Shanghai was already a highly cosmopolitan city in 2011 so we were able to settle down quickly with ease. But there were differences in social behaviour which took some getting used to:

For example, commuters would rush to board a bus or train when it arrives at the station without regard for alighting passengers. You would experience the same behaviour when taking elevators. There's always this jostling between the embarking passengers and alighting passengers.

I had ended up missing my stops a few times, but I learned quickly to jostle with others and push my way out.

Lack of personal space - With a population of 25 million, Shanghai’s public transport would get very crowded especially during peak hours and people will occupy any empty space without regard for personal space. There were times when a person in front of me would stand so close that my nose was literally centimetres from his/her hair. It didn’t help that in wintertime, some people do not have the habit of showering every day.

Traffic rules - Cars do not give way to pedestrians when turning at traffic junctions or at zebra crossings. Coming from Singapore where cars have to give way to pedestrians, we took it for granted and we had a few close shave of being run over.

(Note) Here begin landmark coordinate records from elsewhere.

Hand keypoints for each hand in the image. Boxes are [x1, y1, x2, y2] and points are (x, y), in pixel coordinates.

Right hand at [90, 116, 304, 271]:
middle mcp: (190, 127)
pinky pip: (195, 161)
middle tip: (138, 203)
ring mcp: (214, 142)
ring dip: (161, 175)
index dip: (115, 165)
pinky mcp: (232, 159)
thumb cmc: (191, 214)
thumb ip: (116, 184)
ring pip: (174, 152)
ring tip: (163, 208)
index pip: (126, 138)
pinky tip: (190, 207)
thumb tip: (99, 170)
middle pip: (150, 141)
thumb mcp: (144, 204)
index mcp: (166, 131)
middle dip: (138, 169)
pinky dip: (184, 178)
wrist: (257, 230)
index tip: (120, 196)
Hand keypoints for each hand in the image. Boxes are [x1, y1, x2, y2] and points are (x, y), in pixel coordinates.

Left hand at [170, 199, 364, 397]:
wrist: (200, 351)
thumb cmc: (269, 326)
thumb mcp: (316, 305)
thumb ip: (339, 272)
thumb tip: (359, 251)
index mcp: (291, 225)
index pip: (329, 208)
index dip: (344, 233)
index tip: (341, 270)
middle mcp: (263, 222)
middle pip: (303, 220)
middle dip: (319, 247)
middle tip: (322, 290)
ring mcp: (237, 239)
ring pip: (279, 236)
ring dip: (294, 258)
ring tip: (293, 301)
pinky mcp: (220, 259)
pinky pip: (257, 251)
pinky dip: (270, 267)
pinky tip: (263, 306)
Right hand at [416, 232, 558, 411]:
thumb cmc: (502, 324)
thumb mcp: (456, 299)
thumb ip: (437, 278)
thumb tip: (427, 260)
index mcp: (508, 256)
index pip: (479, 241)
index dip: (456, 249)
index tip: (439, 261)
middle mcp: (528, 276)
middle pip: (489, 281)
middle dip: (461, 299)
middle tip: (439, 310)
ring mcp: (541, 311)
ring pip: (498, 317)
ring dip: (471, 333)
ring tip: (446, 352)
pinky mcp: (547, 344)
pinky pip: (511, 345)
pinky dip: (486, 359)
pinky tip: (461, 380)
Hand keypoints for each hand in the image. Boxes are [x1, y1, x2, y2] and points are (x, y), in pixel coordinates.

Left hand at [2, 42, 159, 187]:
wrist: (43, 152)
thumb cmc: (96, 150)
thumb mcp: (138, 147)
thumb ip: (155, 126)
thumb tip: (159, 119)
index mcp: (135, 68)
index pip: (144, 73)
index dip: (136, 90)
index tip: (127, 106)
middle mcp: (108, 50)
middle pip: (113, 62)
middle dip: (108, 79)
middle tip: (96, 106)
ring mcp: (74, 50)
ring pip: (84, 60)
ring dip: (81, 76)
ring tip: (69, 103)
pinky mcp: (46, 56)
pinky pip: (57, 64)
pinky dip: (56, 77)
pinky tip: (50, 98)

Some challenges that I encountered at work:

a. Differences in business ethics

In Singapore, we were taught to do things by the book. We follow processes, play the game by the rules. This business ethic has earned Singaporeans a reputation for being honest and reliable.

In China, the business ethics are more ambiguous. For example, when a company calls for a pitch, many a times they have already decided on who to work with beforehand and they are just going through the motion to obtain proposals to fulfil the quota or to solicit ideas for free.

In the beginning, we would treat all invitation to pitches seriously and would invest significant resources to work on pitches. During the pitch presentation, we would be met with uninterested client. For 1 particular pitch, we were turned down only to find our creatives being adapted when the campaign was launched.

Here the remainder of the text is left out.